Slide in Gasoline Futures Threatens to End Ethanol Price Rally

Source: By Lynn Doan, Bloomberg • Posted: Thursday, October 16, 2014

Gasoline for November delivery tumbled 7.51 cents, or 3.3 percent, to close at $2.1802 a gallon on the New York Mercantile Exchange today, the lowest settlement since November 2010. Futures for ethanol, blended into gasoline, gained 3.4 cents to $1.671 a gallon. Ethanol rose 9.7 cents last week, the most since the seven days ended Aug. 15, supported by higher corn prices and increased demand for exports.

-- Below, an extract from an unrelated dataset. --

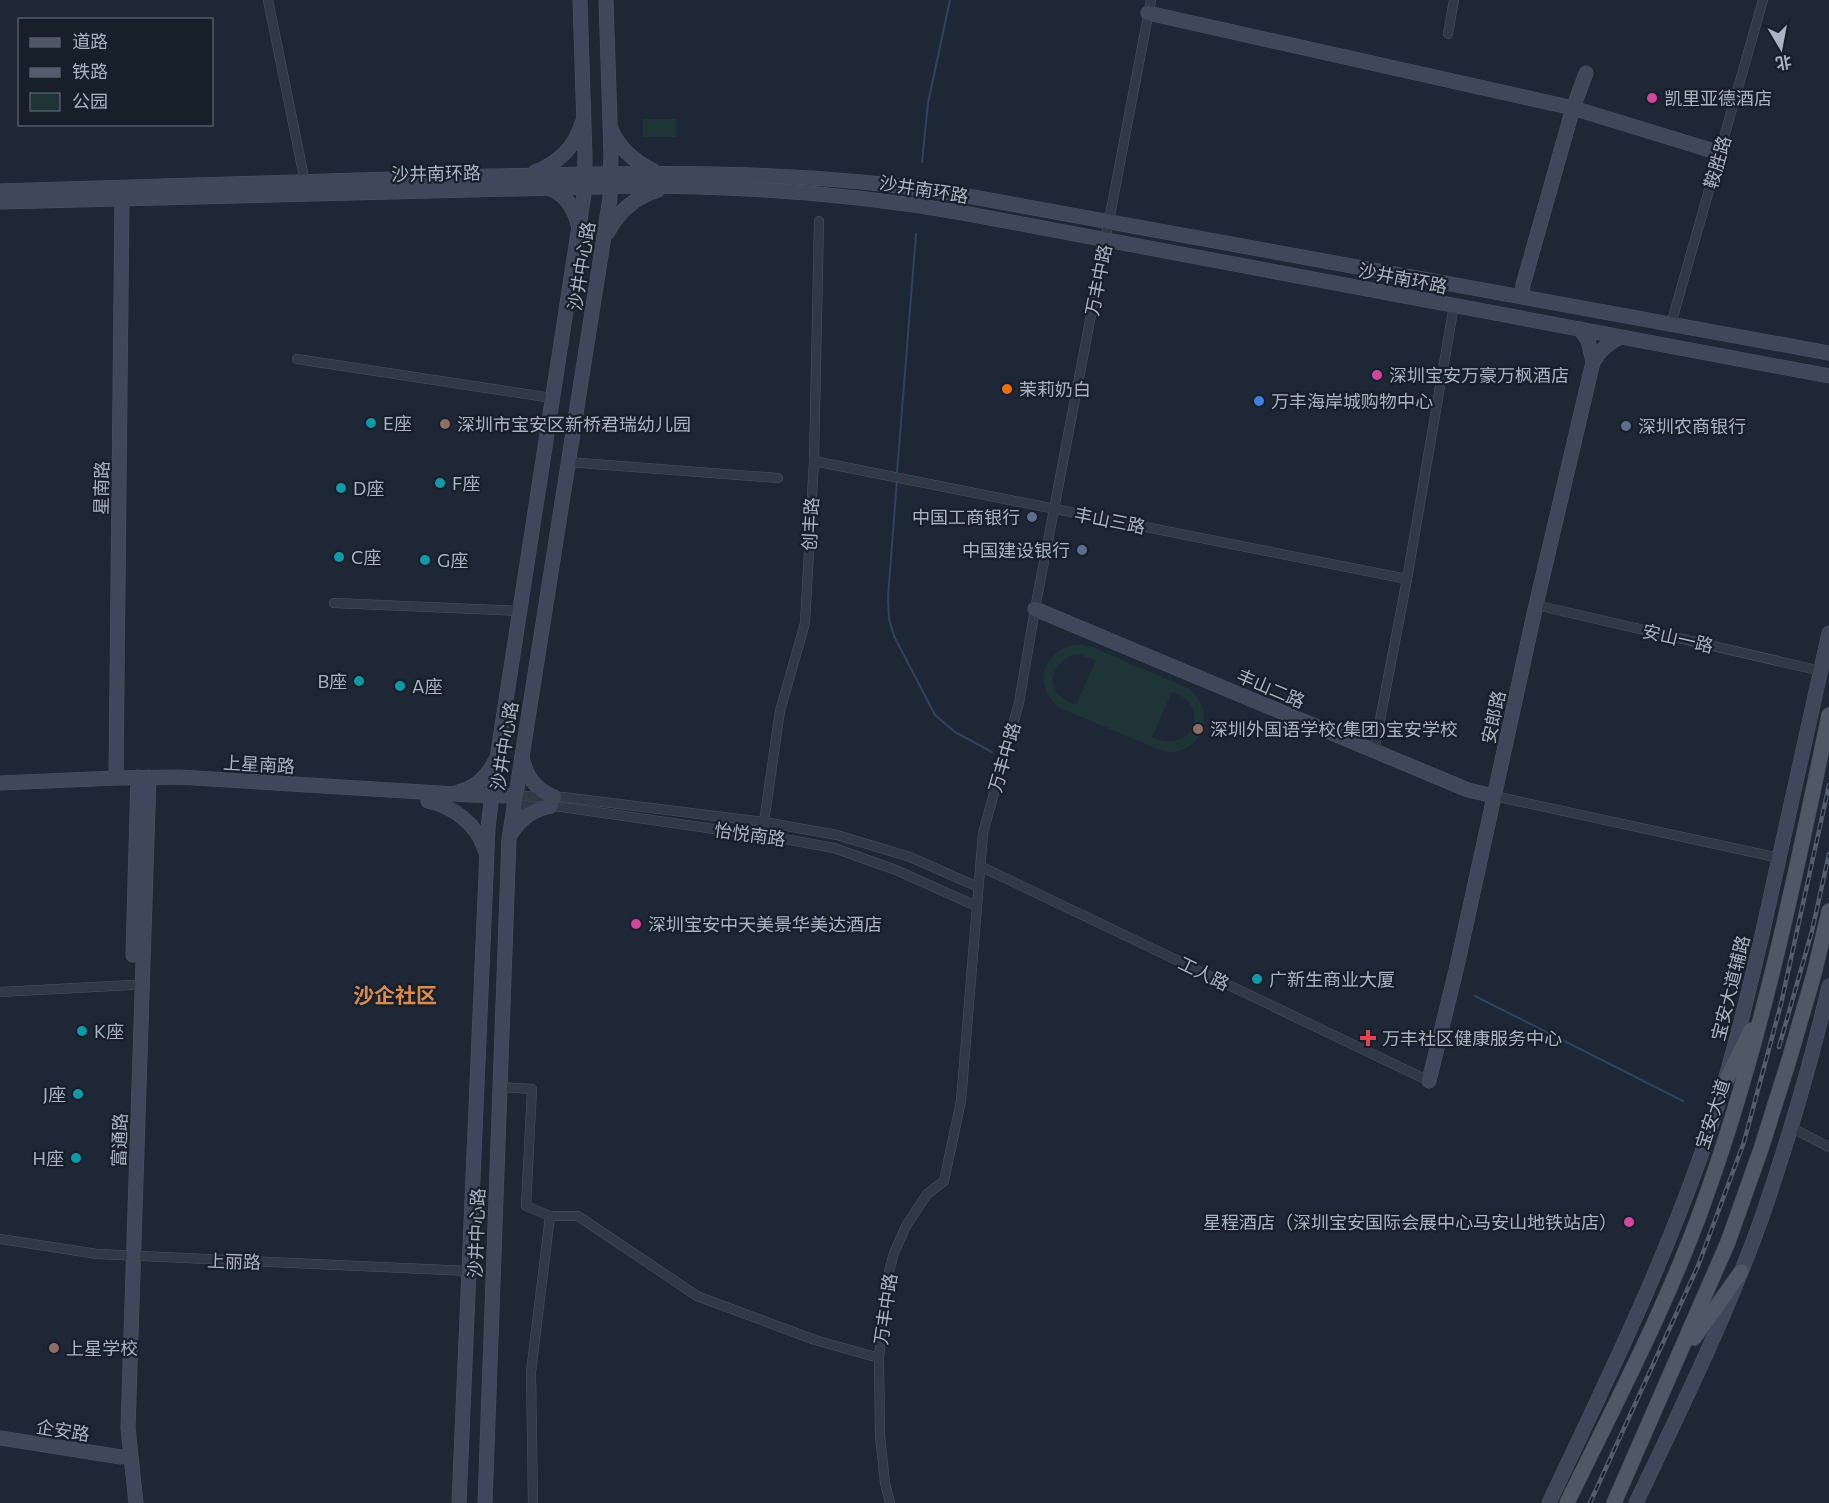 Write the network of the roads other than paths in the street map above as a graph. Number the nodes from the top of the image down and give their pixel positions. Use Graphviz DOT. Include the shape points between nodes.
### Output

“I’m actually getting a little nervous here,” Matt Janney, a broker at Futures International LLC in Chicago, said by telephone today. “Corn’s been rallying, so that’s helped, but this might be short-lived. It’s scary to see gasoline down 7 cents today. At some point, gasoline could get so cheap that it’s going to hurt ethanol.”

Gasoline’s premium to ethanol narrowed to 50.92 cents a gallon today, the least since Sept. 4, from more than a dollar at the end of September. As the spread narrows, gasoline suppliers have less incentive to blend ethanol into their fuel.

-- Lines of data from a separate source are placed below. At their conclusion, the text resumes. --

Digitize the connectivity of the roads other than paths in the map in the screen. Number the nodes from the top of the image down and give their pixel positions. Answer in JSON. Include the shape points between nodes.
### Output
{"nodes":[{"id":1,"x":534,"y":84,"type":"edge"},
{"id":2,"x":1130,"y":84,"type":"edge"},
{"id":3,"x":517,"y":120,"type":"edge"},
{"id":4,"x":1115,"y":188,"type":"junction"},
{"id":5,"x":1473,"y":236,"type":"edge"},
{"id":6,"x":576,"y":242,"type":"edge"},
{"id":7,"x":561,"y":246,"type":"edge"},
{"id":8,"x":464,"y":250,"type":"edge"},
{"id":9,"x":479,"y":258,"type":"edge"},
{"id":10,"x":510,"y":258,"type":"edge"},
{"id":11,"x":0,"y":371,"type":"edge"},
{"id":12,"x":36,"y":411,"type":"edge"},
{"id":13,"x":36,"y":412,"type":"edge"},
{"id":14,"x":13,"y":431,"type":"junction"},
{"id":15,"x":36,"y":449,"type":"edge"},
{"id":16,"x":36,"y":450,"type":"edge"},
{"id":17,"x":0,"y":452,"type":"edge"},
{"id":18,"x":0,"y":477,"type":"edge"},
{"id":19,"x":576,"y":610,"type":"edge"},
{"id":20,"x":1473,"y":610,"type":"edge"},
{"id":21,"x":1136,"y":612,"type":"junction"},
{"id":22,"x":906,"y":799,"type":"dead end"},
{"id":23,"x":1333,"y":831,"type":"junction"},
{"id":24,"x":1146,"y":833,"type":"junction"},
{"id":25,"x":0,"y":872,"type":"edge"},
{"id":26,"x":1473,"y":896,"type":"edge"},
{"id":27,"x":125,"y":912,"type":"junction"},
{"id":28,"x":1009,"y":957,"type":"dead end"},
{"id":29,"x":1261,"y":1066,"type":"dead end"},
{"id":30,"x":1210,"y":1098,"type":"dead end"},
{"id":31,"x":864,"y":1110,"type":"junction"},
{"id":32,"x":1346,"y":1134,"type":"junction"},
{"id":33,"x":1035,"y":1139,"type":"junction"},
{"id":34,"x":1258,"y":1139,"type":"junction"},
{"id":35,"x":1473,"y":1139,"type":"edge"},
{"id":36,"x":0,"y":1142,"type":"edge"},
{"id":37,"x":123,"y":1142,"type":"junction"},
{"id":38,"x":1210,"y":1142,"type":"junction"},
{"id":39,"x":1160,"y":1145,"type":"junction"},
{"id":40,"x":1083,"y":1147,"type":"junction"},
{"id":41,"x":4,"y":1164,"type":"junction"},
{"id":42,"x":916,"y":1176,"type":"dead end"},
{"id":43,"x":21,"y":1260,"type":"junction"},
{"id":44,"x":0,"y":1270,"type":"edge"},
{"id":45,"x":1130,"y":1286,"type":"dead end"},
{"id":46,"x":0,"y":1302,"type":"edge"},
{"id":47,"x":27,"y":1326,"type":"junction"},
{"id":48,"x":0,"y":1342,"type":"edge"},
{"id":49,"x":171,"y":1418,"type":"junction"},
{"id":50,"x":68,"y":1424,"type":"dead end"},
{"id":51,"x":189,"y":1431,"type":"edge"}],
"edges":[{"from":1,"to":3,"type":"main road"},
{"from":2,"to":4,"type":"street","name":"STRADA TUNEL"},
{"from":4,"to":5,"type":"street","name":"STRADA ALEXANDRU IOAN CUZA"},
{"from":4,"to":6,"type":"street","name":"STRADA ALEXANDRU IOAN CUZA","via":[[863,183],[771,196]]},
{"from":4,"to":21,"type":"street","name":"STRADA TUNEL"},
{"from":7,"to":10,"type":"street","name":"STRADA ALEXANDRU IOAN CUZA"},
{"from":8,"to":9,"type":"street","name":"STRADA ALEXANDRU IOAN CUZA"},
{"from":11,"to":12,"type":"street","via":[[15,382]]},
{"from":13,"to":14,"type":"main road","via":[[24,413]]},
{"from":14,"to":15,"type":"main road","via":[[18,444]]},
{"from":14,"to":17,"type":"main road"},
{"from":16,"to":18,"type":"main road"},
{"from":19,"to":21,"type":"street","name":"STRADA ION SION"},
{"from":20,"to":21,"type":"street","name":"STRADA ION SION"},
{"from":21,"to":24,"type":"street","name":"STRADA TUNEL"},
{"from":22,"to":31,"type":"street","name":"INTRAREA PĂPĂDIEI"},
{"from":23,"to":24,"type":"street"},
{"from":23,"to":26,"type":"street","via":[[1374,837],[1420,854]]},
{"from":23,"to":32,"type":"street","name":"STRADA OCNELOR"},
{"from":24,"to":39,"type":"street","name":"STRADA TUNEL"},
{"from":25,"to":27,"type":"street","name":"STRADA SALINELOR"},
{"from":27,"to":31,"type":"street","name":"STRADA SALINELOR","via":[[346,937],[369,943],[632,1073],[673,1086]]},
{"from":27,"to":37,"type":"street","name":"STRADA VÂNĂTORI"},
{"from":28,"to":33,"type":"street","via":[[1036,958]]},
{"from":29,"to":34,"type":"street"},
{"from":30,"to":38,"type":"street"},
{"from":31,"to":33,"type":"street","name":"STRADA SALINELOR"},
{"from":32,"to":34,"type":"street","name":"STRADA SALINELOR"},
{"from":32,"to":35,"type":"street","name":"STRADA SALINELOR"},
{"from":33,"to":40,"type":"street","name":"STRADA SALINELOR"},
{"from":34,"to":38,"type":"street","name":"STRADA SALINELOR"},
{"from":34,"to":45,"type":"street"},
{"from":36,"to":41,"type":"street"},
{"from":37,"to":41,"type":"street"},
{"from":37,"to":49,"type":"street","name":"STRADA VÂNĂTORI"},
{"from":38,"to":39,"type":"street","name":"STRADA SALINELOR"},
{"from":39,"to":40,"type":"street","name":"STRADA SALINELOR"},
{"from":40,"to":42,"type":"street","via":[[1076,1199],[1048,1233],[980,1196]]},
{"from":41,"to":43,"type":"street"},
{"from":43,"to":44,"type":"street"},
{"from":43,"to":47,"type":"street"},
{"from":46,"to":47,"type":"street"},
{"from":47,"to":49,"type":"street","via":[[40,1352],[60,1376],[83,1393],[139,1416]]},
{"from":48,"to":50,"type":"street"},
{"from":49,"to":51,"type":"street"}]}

“If you bought ethanol recently, you’re making money, but if things turn here, we could sell off pretty quickly,” Janney said. “With gasoline dropping so much, you could see some demand destruction.”

Ethanol, a form of alcohol made from distilling and fermenting grain sugars, has less energy density than gasoline, meaning cars get fewer miles to the gallon when driving on it. Refiners must blend a certain amount of biofuel into every gallon of gasoline sold in the U.S. under a federal mandate or buy credits known as Renewable Identification Numbers, or RINs, to meet their compliance.

The last time gasoline traded at a discount to ethanol was in April, when it dropped to as much as 64.7 cents under the biofuel.